The doctors and nurses knocked it out of the park, completing more than 10 initiatives per year, and dramatically moving clinical outcomes for the patients. The hospital’s performance during the first three years of the program corresponds to a shift from a 1-star CMS Hospital Rating to 5 stars. At the same time, we also saw a tremendous increase in physician engagement — 14-fold as a percentile ranking on the Advisory Board national survey.
It’s a simple but underused concept: harness the deep motivation and insight of your front line to improve how your organization works. Give them the tools and the authority to be effective.
What are some of the strategies that have helped you grow as a person and a professional?
The move away from major urban academic medical centres to a community hospital in Santa Fe was important to my growth. At the time, I was seriously anxious about going off my career track and damaging my resume. But in a certain way, it freed me from all the “shoulds” that had been in the back of my mind. I was suddenly able to think about what I wanted to do, not what should go on my resume to get to the next rung of the ladder. And it turns out that what I wanted to do was improve the quality of care at my community hospital.
Ironically, I probably wouldn’t have had the flexibility to do the kind of work I wanted to do at a larger academic medical centre. I think people always do their best, most creative work when they’re driven internally rather than by a path created by someone else. What has helped me grow as a professional is to pay less attention to the “shoulds.”
What drives you to keep going despite the challenges?
I’ve been lucky in my life. The only real challenge for me has been to balance the time and energy I give to my work and to my family.
This balance has shifted over time, and it’s a constant juggling act to get it right. What drives me to keep going is how much I love both parts of my life.”
Professionally, I thrive on the feeling of having an impact and making a difference to patients and to my colleagues, and the opportunity to work with such smart and dedicated people.
What do you believe has been the biggest source of motivation in your life?
Professionally, the biggest source of motivation is to have an impact and help people. Initially, I thought of this as helping patients. I also came to think of this as helping family members, which is why I wrote my book for family members of ICU patients. Increasingly, I also think of this as helping doctors, nurses, and other clinicians.”
More and more physicians are employed by large corporations and have less control over their work environments. Many feel unable to provide the quality of care they would like. They’re increasingly regulated, required to see higher numbers of patients faster, and burdened by documentation and regulatory requirements.

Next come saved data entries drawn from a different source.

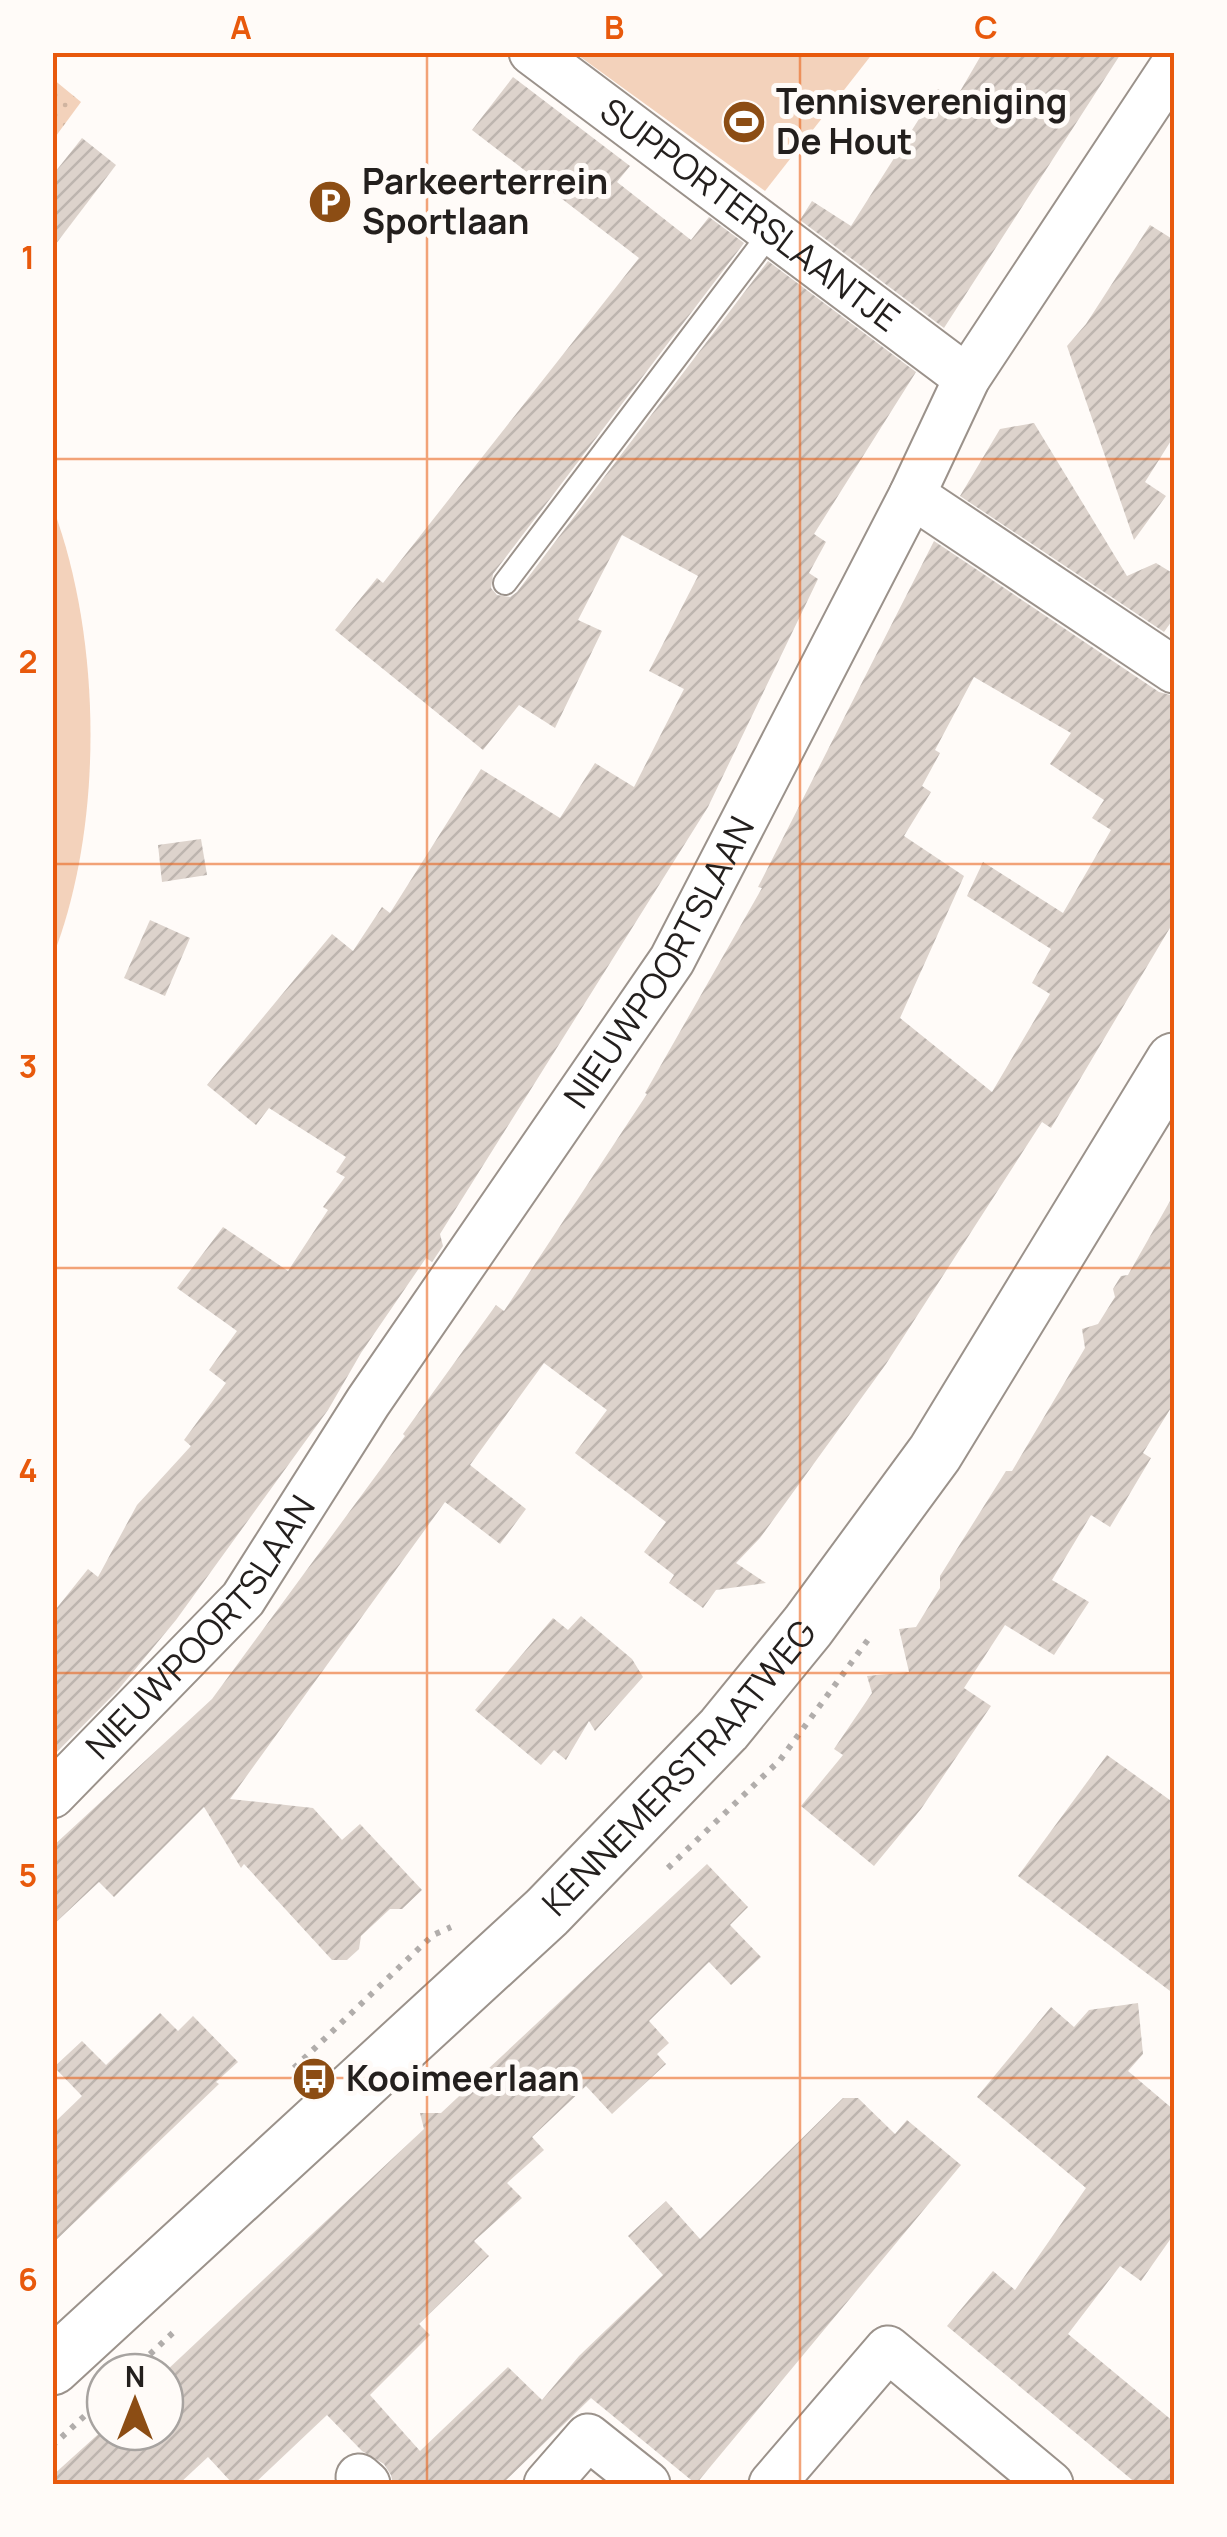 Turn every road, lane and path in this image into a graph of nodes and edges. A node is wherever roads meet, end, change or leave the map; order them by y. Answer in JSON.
{"nodes":[{"id":1,"x":532,"y":52,"type":"edge"},
{"id":2,"x":1174,"y":65,"type":"edge"},
{"id":3,"x":771,"y":232,"type":"junction"},
{"id":4,"x":967,"y":378,"type":"junction"},
{"id":5,"x":912,"y":495,"type":"junction"},
{"id":6,"x":505,"y":583,"type":"dead end"},
{"id":7,"x":1174,"y":670,"type":"edge"},
{"id":8,"x":1174,"y":1062,"type":"edge"},
{"id":9,"x":52,"y":1795,"type":"edge"},
{"id":10,"x":52,"y":2367,"type":"edge"},
{"id":11,"x":85,"y":2415,"type":"edge"},
{"id":12,"x":52,"y":2446,"type":"edge"},
{"id":13,"x":548,"y":2484,"type":"edge"},
{"id":14,"x":646,"y":2484,"type":"edge"},
{"id":15,"x":772,"y":2484,"type":"edge"},
{"id":16,"x":1050,"y":2484,"type":"edge"}],
"edges":[{"from":1,"to":3,"type":"street","name":"SUPPORTERSLAANTJE"},
{"from":2,"to":4,"type":"street","name":"NIEUWPOORTSLAAN"},
{"from":3,"to":4,"type":"street","name":"SUPPORTERSLAANTJE"},
{"from":3,"to":6,"type":"lane"},
{"from":4,"to":5,"type":"street","name":"NIEUWPOORTSLAAN"},
{"from":5,"to":7,"type":"street"},
{"from":5,"to":9,"type":"street","name":"NIEUWPOORTSLAAN"},
{"from":8,"to":10,"type":"main road","name":"KENNEMERSTRAATWEG"},
{"from":11,"to":12,"type":"path"},
{"from":13,"to":14,"type":"street"},
{"from":15,"to":16,"type":"street"}]} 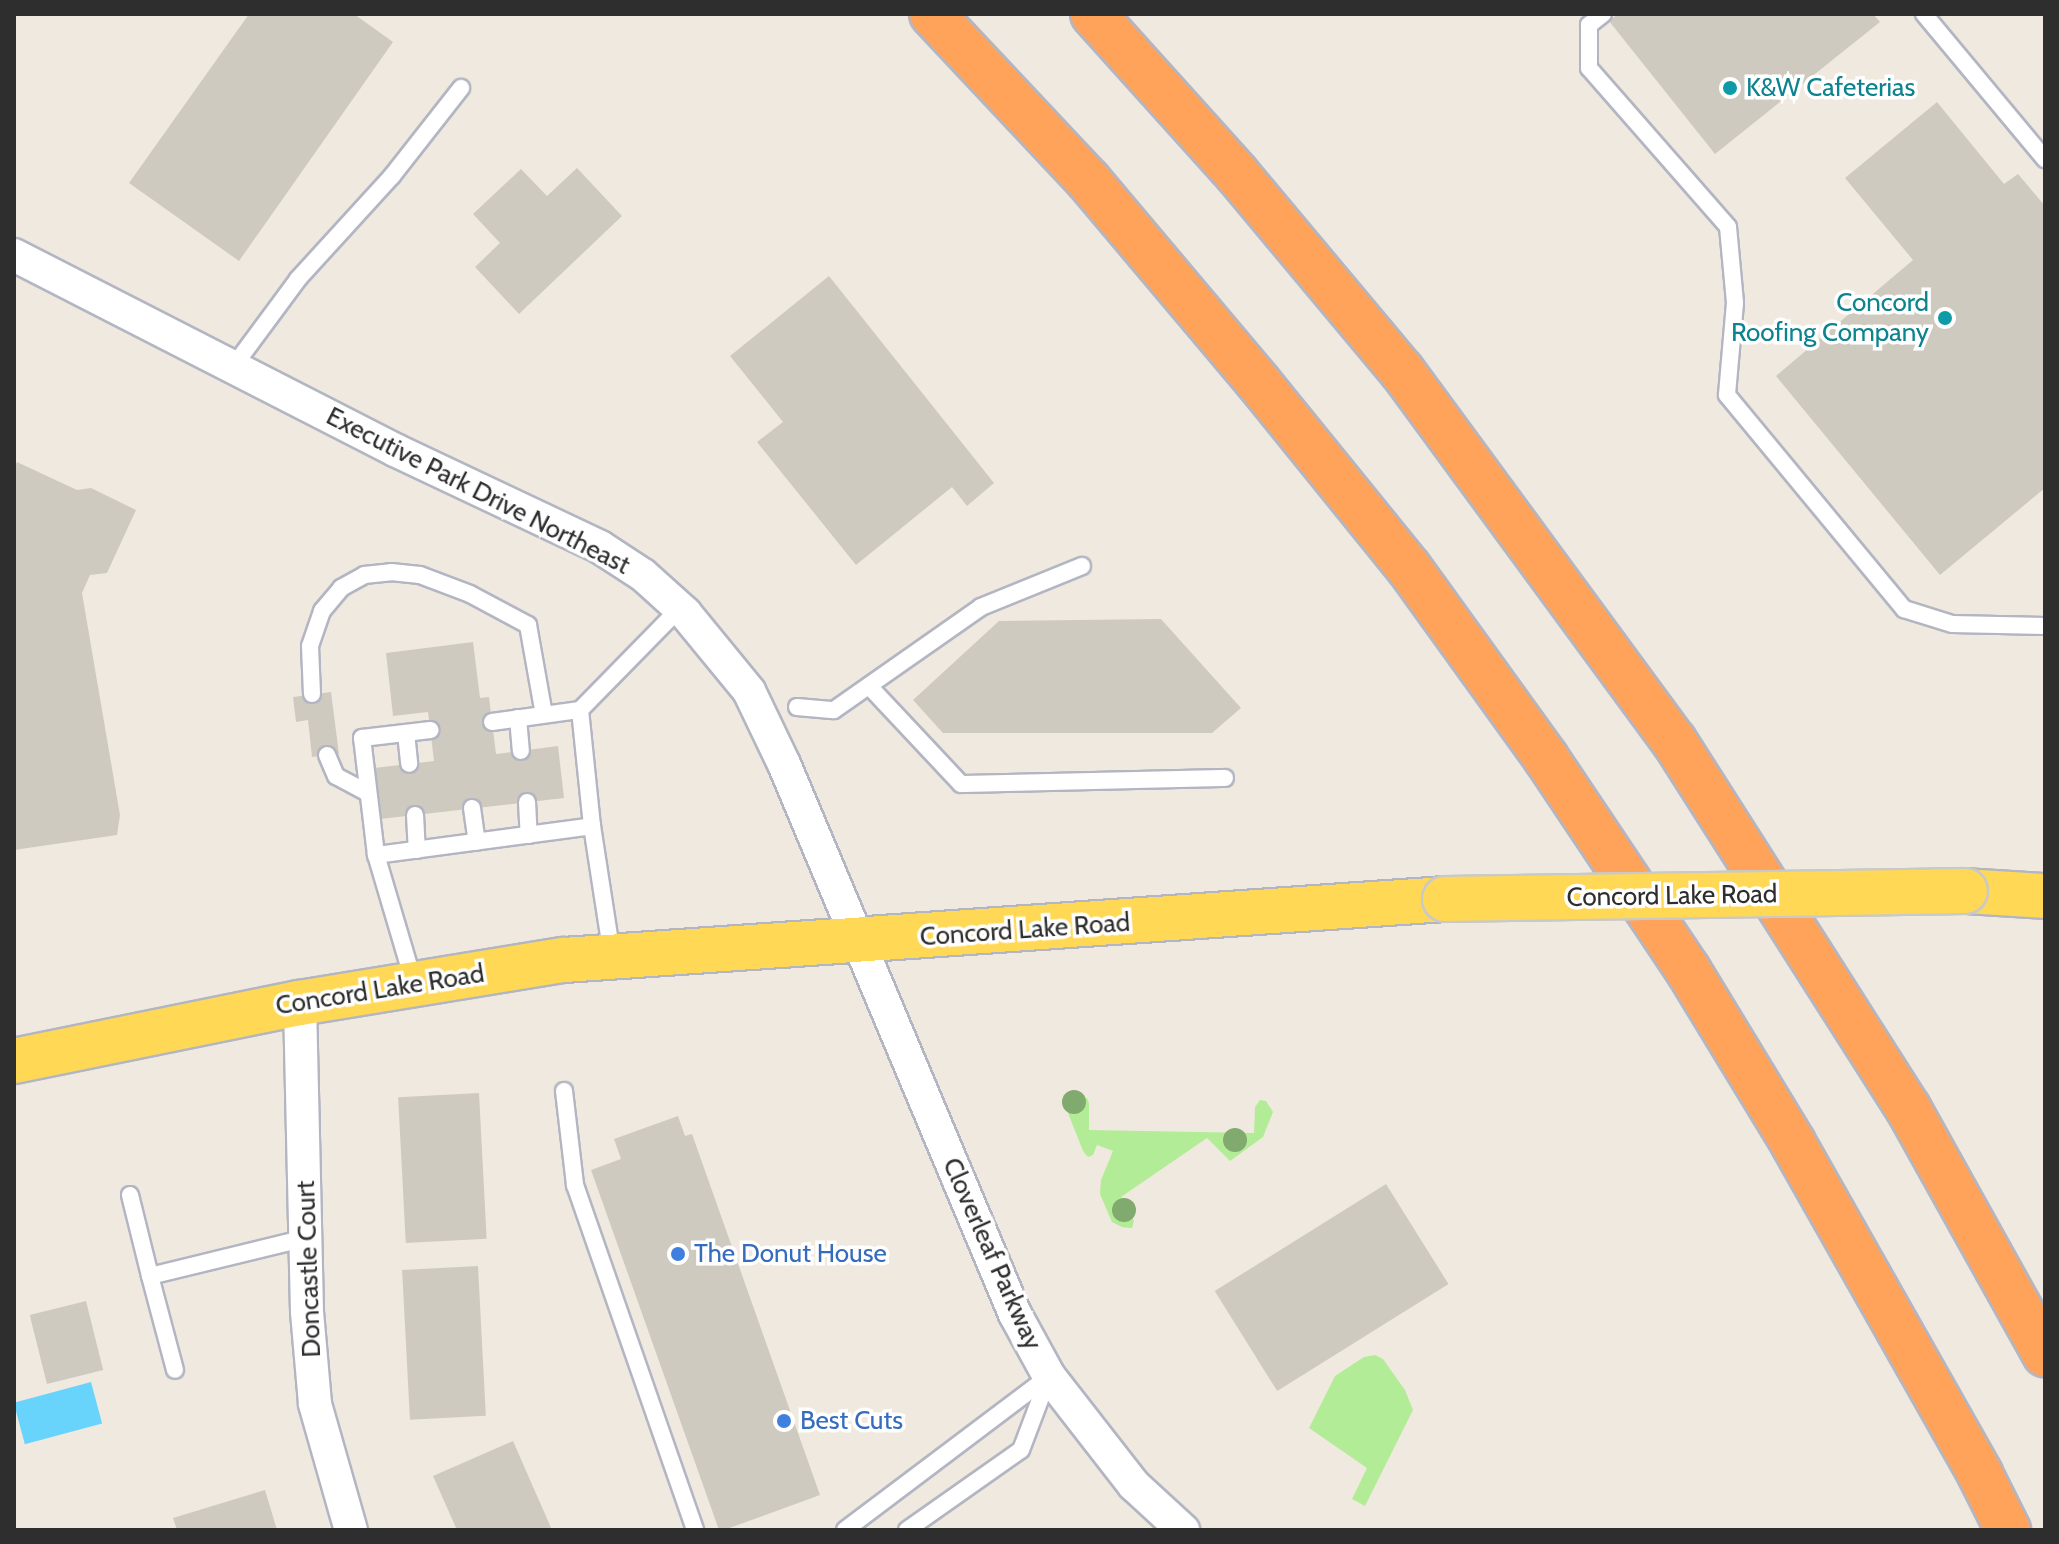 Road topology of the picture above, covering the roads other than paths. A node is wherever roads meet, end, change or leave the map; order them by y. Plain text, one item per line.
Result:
1 (932, 14) edge
2 (1093, 14) edge
3 (1603, 14) edge
4 (1924, 14) edge
5 (461, 88) dead end
6 (2045, 159) edge
7 (14, 255) edge
8 (233, 367) junction
9 (1082, 566) dead end
10 (680, 608) junction
11 (2045, 626) edge
12 (869, 686) junction
13 (312, 694) dead end
14 (797, 707) dead end
15 (580, 710) junction
16 (544, 715) junction
17 (518, 718) junction
18 (492, 722) dead end
19 (431, 730) dead end
20 (406, 733) junction
21 (521, 751) dead end
22 (327, 755) dead end
23 (409, 764) dead end
24 (1225, 778) dead end
25 (368, 793) junction
26 (527, 802) dead end
27 (472, 808) dead end
28 (415, 815) dead end
29 (592, 826) junction
30 (529, 835) junction
31 (477, 842) junction
32 (417, 850) junction
33 (376, 855) junction
34 (2045, 896) edge
35 (857, 942) junction
36 (613, 956) junction
37 (414, 985) junction
38 (300, 1003) junction
39 (14, 1061) edge
40 (564, 1091) dead end
41 (130, 1195) dead end
42 (306, 1238) junction
43 (150, 1276) junction
44 (2045, 1354) edge
45 (175, 1370) dead end
46 (1049, 1376) junction
47 (351, 1530) edge
48 (695, 1530) edge
49 (845, 1530) edge
50 (907, 1530) edge
51 (1183, 1530) edge
52 (2008, 1530) edge

1 - 52 highway
2 - 44 highway
3 - 11 lane
4 - 6 lane
5 - 8 lane
7 - 8 street, Executive Park Drive Northeast
8 - 10 street, Executive Park Drive Northeast
9 - 12 lane
10 - 15 lane
10 - 35 street, Executive Park Drive Northeast
12 - 14 lane
12 - 24 lane
13 - 16 lane
15 - 16 lane
15 - 29 lane
16 - 17 lane
17 - 18 lane
17 - 21 lane
19 - 20 lane
20 - 23 lane
20 - 25 lane
22 - 25 lane
25 - 33 lane
26 - 30 lane
27 - 31 lane
28 - 32 lane
29 - 30 lane
29 - 36 lane
30 - 31 lane
31 - 32 lane
32 - 33 lane
33 - 37 lane
34 - 35 main road, Concord Lake Road, bridge
35 - 36 main road, Concord Lake Road
35 - 46 street, Cloverleaf Parkway
36 - 37 main road, Concord Lake Road
37 - 38 main road, Concord Lake Road
38 - 39 main road, Concord Lake Road
38 - 42 street, Doncastle Court
40 - 48 lane
41 - 43 lane
42 - 43 lane
42 - 47 street, Doncastle Court
43 - 45 lane
46 - 49 lane
46 - 50 lane
46 - 51 street, Cloverleaf Parkway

Many are demoralized and disengaged. I see my efforts to support clinicians in improving care in their organizations as a way to reconnect them to a sense of purpose and professional identity. Observing the improvement in clinician engagement that accompanied the quality improvement program I directed was probably the most rewarding professional experience of my life.
What advice would you give to students and young medical professionals who want to have a successful career and meaningful life?
The medical profession is under siege, but at its heart, helping sick people remains one of the most rewarding, important things you can do with your life.
Study hard and get the best training you can so that you have a solid base of credentials that no one can question and that will continue to propel your career. But once you’re done with marching in lock-step through those years of training, step off the track a minute and think. Put the “shoulds” and planning for the future aside.
What do you want to do today? How will you make things tangibly, concretely better for the world and the people around you? If there’s no clear track to your goal, you can make one.